OPINION:
Walmart may not have become the nation’s largest retailer by playing fair. Some say the company has a long history of strong-arming suppliers and crushing mom-and-pop shops. Now Walmart is not just trying to control where you shop and what you buy, but how you buy it — and its allies in Congress are helping the company do it.
A fintech company majority-owned by Walmart recently announced that it is now offering about 12 times the national average interest rate on savings accounts up to $100,000. While it may sound like a great deal, it is really part of a much bigger plan to lay waste to local banks and credit unions, just like Walmart has done to Main Street businesses.
By offering astronomical interest rates, the Walmart-backed platform can muscle other financial institutions out of the way and choke off the competition. When the sugar high wears off and the benefits disappear for new customers, consumers will have fewer choices.
It’s the Walmart way, and every lawmaker on the Small Business Committee (on which I served while in Congress) knows it.

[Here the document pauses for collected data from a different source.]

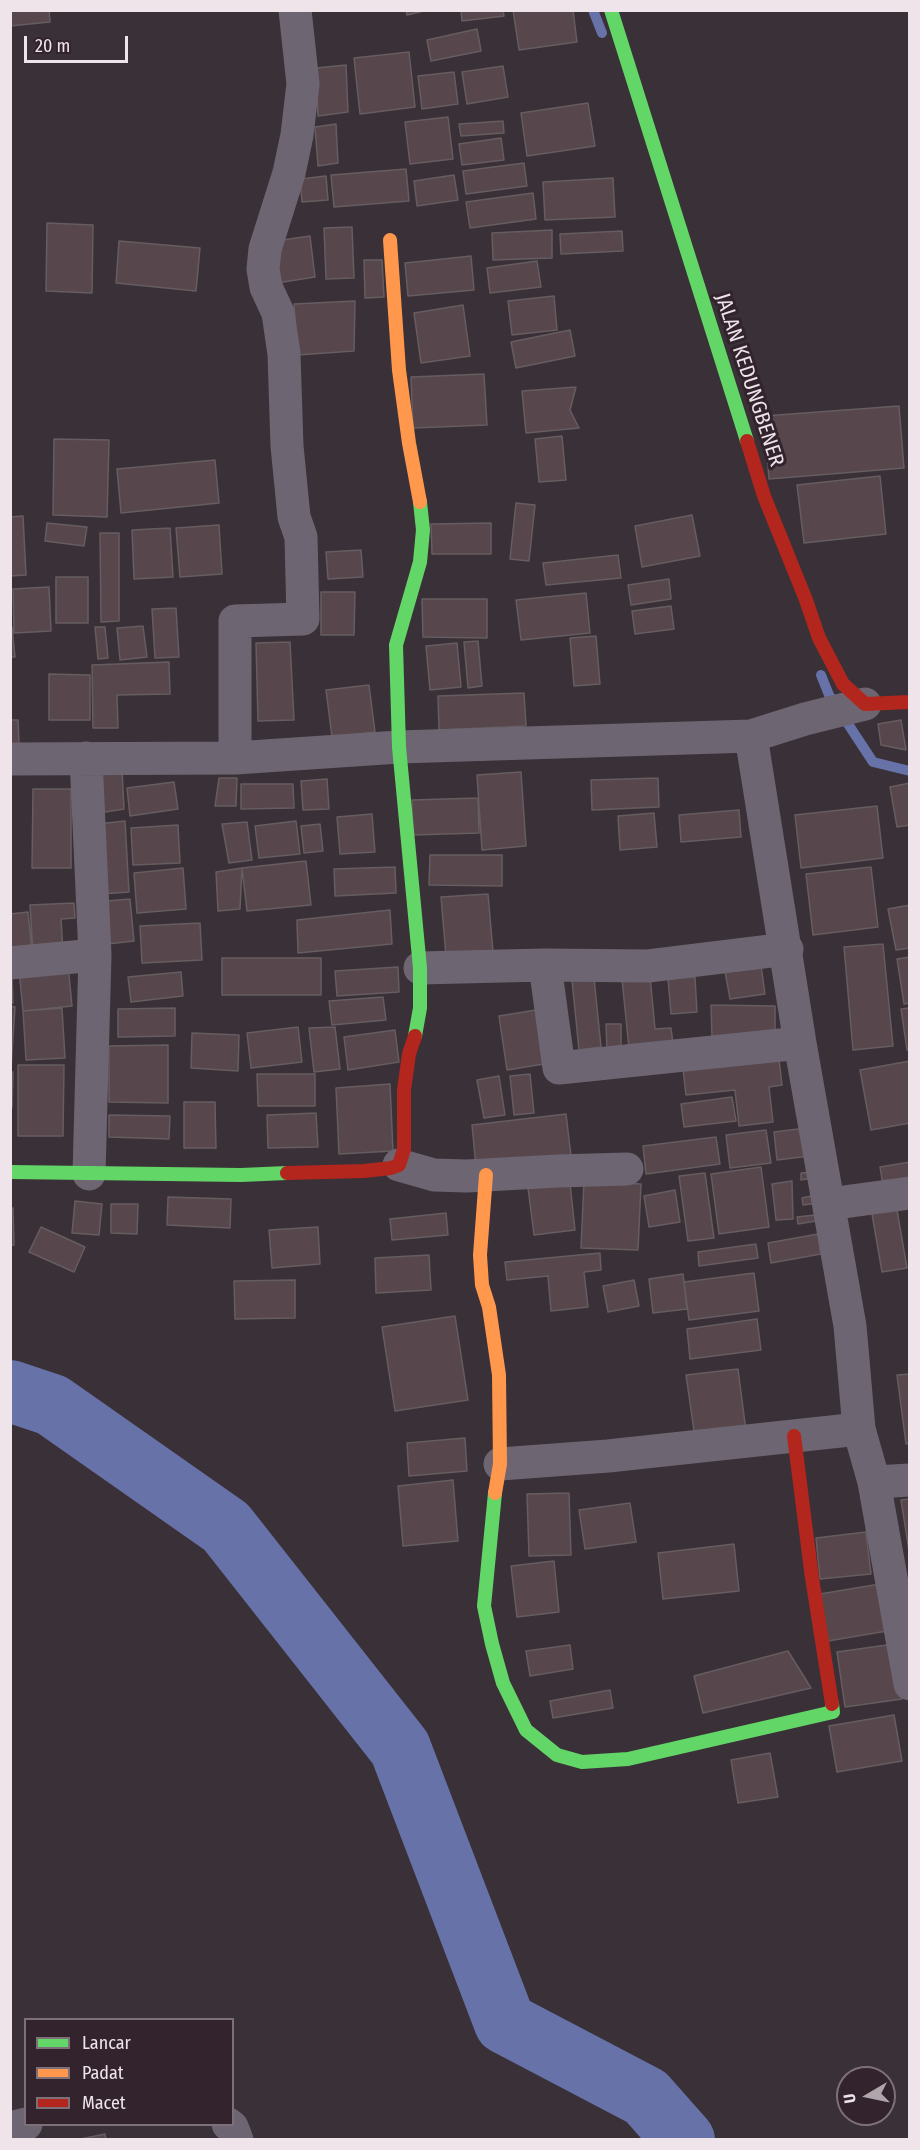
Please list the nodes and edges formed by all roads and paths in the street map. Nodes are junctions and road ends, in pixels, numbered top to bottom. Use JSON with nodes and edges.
{"nodes":[{"id":1,"x":295,"y":10,"type":"edge"},
{"id":2,"x":611,"y":10,"type":"edge"},
{"id":3,"x":390,"y":240,"type":"dead end"},
{"id":4,"x":909,"y":702,"type":"edge"},
{"id":5,"x":858,"y":705,"type":"junction"},
{"id":6,"x":751,"y":736,"type":"junction"},
{"id":7,"x":399,"y":747,"type":"junction"},
{"id":8,"x":86,"y":758,"type":"junction"},
{"id":9,"x":235,"y":758,"type":"junction"},
{"id":10,"x":10,"y":759,"type":"edge"},
{"id":11,"x":787,"y":949,"type":"junction"},
{"id":12,"x":95,"y":955,"type":"junction"},
{"id":13,"x":10,"y":963,"type":"edge"},
{"id":14,"x":545,"y":965,"type":"junction"},
{"id":15,"x":420,"y":968,"type":"junction"},
{"id":16,"x":800,"y":1043,"type":"junction"},
{"id":17,"x":399,"y":1165,"type":"junction"},
{"id":18,"x":627,"y":1169,"type":"dead end"},
{"id":19,"x":10,"y":1172,"type":"edge"},
{"id":20,"x":89,"y":1174,"type":"junction"},
{"id":21,"x":486,"y":1175,"type":"junction"},
{"id":22,"x":909,"y":1193,"type":"edge"},
{"id":23,"x":829,"y":1204,"type":"junction"},
{"id":24,"x":859,"y":1429,"type":"junction"},
{"id":25,"x":794,"y":1436,"type":"junction"},
{"id":26,"x":500,"y":1464,"type":"junction"},
{"id":27,"x":909,"y":1479,"type":"edge"},
{"id":28,"x":874,"y":1482,"type":"junction"},
{"id":29,"x":909,"y":1684,"type":"edge"}],
"edges":[{"from":1,"to":9,"type":"street"},
{"from":2,"to":5,"type":"street","name":"JALAN KEDUNGBENER"},
{"from":3,"to":7,"type":"street"},
{"from":4,"to":5,"type":"street"},
{"from":5,"to":6,"type":"street"},
{"from":6,"to":7,"type":"street"},
{"from":6,"to":11,"type":"street"},
{"from":7,"to":9,"type":"street"},
{"from":7,"to":15,"type":"street"},
{"from":8,"to":9,"type":"street"},
{"from":8,"to":10,"type":"street"},
{"from":8,"to":12,"type":"street"},
{"from":11,"to":14,"type":"street"},
{"from":11,"to":16,"type":"street"},
{"from":12,"to":13,"type":"street"},
{"from":12,"to":20,"type":"street"},
{"from":14,"to":15,"type":"street"},
{"from":14,"to":16,"type":"street"},
{"from":15,"to":17,"type":"street"},
{"from":16,"to":23,"type":"street"},
{"from":17,"to":20,"type":"street"},
{"from":17,"to":21,"type":"street"},
{"from":18,"to":21,"type":"street"},
{"from":19,"to":20,"type":"street"},
{"from":21,"to":26,"type":"street"},
{"from":22,"to":23,"type":"street"},
{"from":23,"to":24,"type":"street"},
{"from":24,"to":25,"type":"street"},
{"from":24,"to":28,"type":"street"},
{"from":25,"to":26,"type":"street"},
{"from":25,"to":26,"type":"street"},
{"from":27,"to":28,"type":"street"},
{"from":28,"to":29,"type":"street"}]}
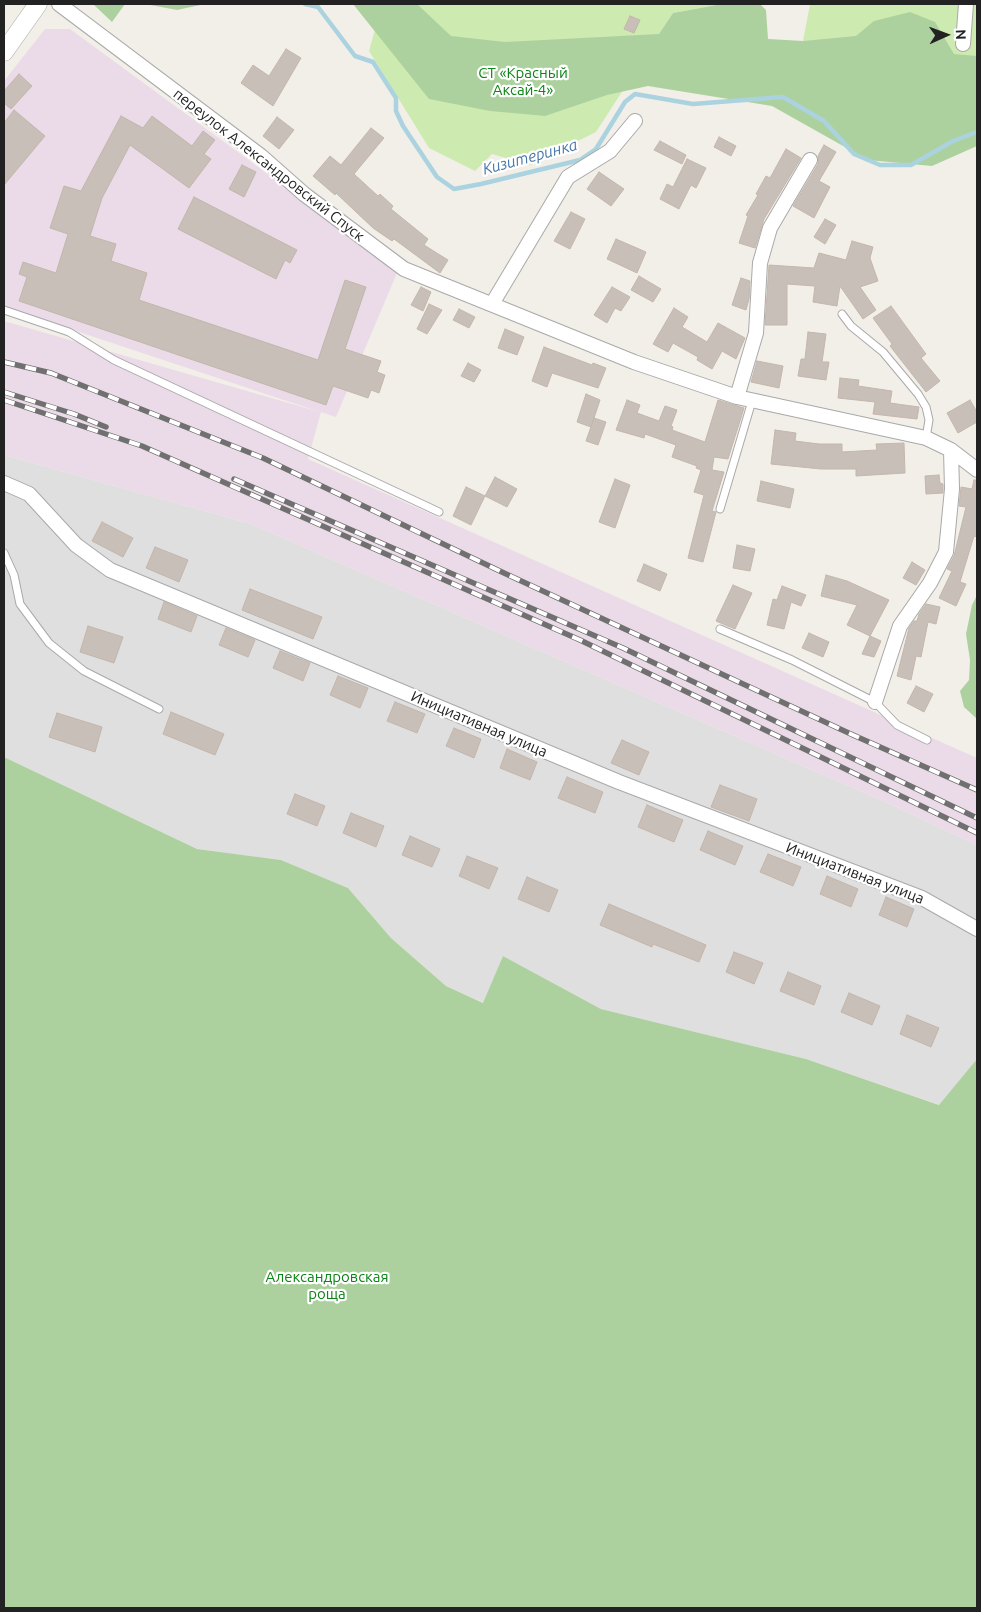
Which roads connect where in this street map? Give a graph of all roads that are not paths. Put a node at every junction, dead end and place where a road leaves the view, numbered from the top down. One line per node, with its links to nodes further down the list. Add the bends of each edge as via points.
1 (38, 4): 5 (street)
2 (58, 4): 8 (street, переулок Александровский Спуск, via 262,156 304,194 404,269)
3 (966, 4): 4 (street)
4 (963, 44)
5 (4, 52)
6 (634, 122): 8 (street, via 610,151 568,177)
7 (810, 160): 11 (street, via 770,228 760,263 756,334)
8 (492, 304): 11 (street, переулок Александровский Спуск, via 634,362)
9 (4, 310): 18 (lane, via 69,332 114,360)
10 (842, 314): 13 (lane, via 882,352 918,394 929,420)
11 (737, 397): 12 (street, переулок Александровский Спуск)
12 (752, 401): 13 (street, переулок Александровский Спуск); 17 (lane)
13 (926, 438): 14 (street, переулок Александровский Спуск)
14 (951, 450): 15 (street, переулок Александровский Спуск); 21 (street, via 952,489 946,552 930,583 900,626)
15 (977, 470)
16 (4, 483): 24 (street, Инициативная улица, via 29,494 76,546 110,570 619,782 922,898)
17 (720, 509)
18 (439, 512)
19 (4, 553): 22 (lane, via 14,575 20,604 49,643 84,671)
20 (720, 629): 21 (lane, via 792,660)
21 (875, 702): 23 (lane, via 897,725)
22 (159, 709)
23 (927, 740)
24 (977, 928)

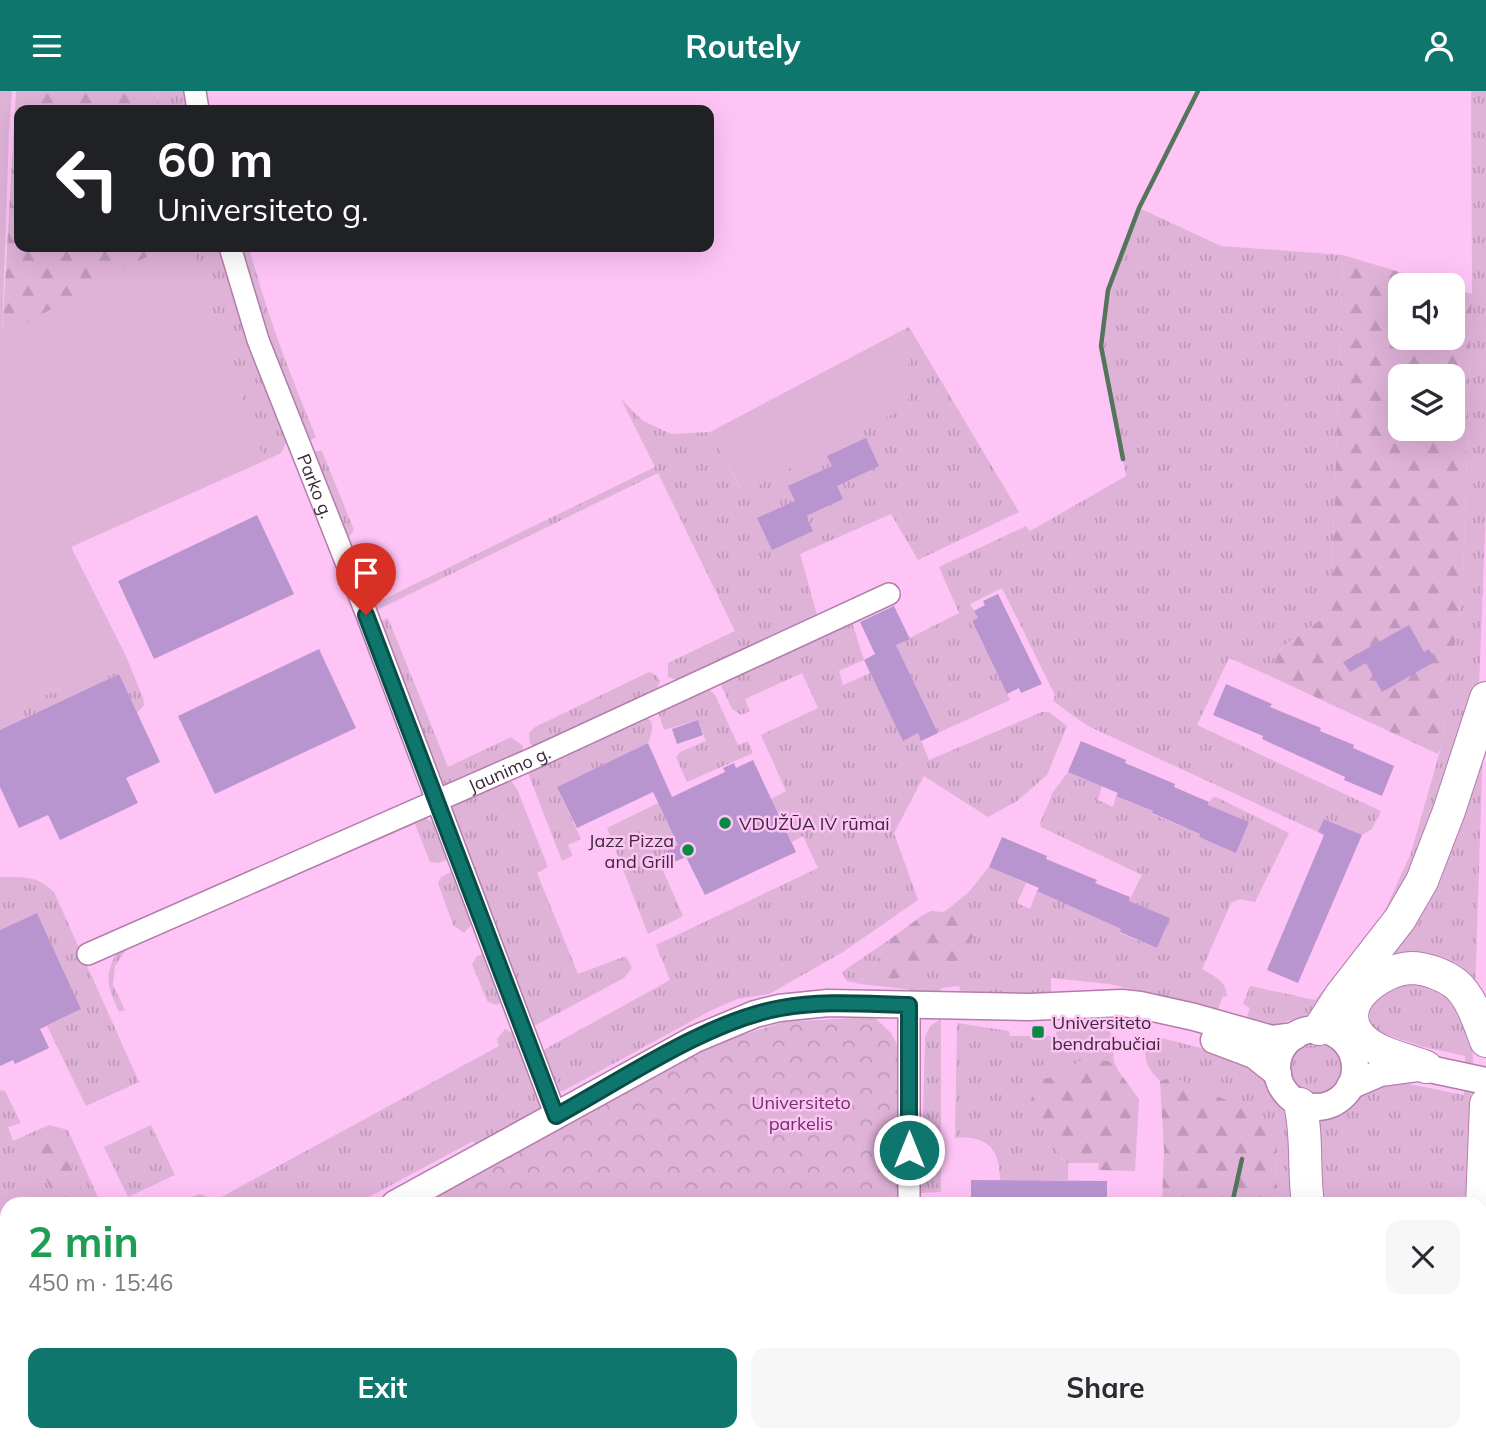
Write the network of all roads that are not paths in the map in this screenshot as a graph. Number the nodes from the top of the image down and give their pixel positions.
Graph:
1 (232, 252) edge
2 (889, 594) dead end
3 (1486, 698) edge
4 (435, 800) junction
5 (88, 954) dead end
6 (909, 1005) junction
7 (1030, 1007) junction
8 (1307, 1033) junction
9 (1486, 1041) edge
10 (1350, 1049) junction
11 (1426, 1067) junction
12 (1278, 1074) junction
13 (1486, 1081) edge
14 (1350, 1086) junction
15 (1300, 1104) junction
16 (1486, 1104) edge
17 (556, 1116) junction
18 (408, 1197) edge
19 (909, 1197) edge
20 (1307, 1197) edge
21 (1482, 1197) edge

1 - 4 street, Parko g.
2 - 4 street, Jaunimo g.
3 - 8 highway
4 - 5 street, Jaunimo g.
4 - 17 street, Parko g.
6 - 7 main road
6 - 17 main road
6 - 19 street
7 - 8 main road
7 - 12 main road
8 - 10 main road
8 - 12 main road
9 - 11 highway
10 - 11 main road
10 - 14 main road
11 - 13 main road
11 - 14 main road
12 - 15 main road
14 - 15 main road
15 - 20 highway
16 - 21 highway
17 - 18 main road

Even more alarming is how the company has enlisted the help of Sens. Richard Durbin, Illinois Democrat; Roger Marshall, Kansas Republican; Peter Welch, Vermont Democrat and J.D. Vance, Ohio Republican, to push its attack on financial freedom.
These unlikely legislative bedfellows recently introduced the Credit Card Competition Act. Much like the dubiously named Inflation Reduction Act that passed last year, what the bill does and what its title suggests are worlds apart.
The legislation, which would be more aptly named the Big-Box Bill, is nothing more than a windfall for the nation’s largest and most “woke” retailers, including Walmart, Target and Amazon.
When consumers make a purchase, there is a nominal fee, called an interchange fee, added to the transaction to help cover the benefits that come with using credit cards. That includes things like data security, fraud protection, and rewards programs that people rely on to help defray the inflated costs they are seeing on everything from gas to groceries.
If big-box stores get their way with the Big-Box Bill, they’ll get a fee break, but consumers won’t see any savings. What they will see are fewer rewards and less access to credit as financial institutions — left with less revenue — will no longer be able to offer the variety of credit cards Americans have today.
This big-box swipe fee effort is nothing new. More than a decade ago, these stores ran the same playbook on debit card transactions.
They claimed that imposing similar mandates would translate to lower costs for consumers. Not only did that promise fail to hold up, but studies also found that the availability of free checking accounts at banks that fell under the new rules pushed by the big-box stores declined by 35%, while the average minimum balances needed for consumers to avoid paying monthly fees for checking accounts increased by half.
At the same time, nearly all retailers either raised prices or kept them the same. If Congress passes the Big-Box Bill to expand this failed policy effort to our credit cards, Americans can expect more of the same: giving up more benefits so the large, richest corporations can get even richer.
Security is another major benefit put at risk by this ill-advised legislation. By forcing transactions to be routed to the lowest-cost processors, sensitive financial information will be put in the hands of companies that do not necessarily have robust security infrastructure and fraud protections.
Congress should be focused on defending our security and addressing the economic challenges facing families. Seeing them more concerned with helping mega-retailers line their pockets is disappointing.
Any member who is considering supporting the legislation should look at the consequences consumers have already suffered because of the misguided debit card bill.
Demonstrably terrible policy does not deserve an encore. The Big-Box Bill should be dead on arrival.
• Michael J. Pappas is a former member of Congress from New Jersey who served on the Small Business Committee.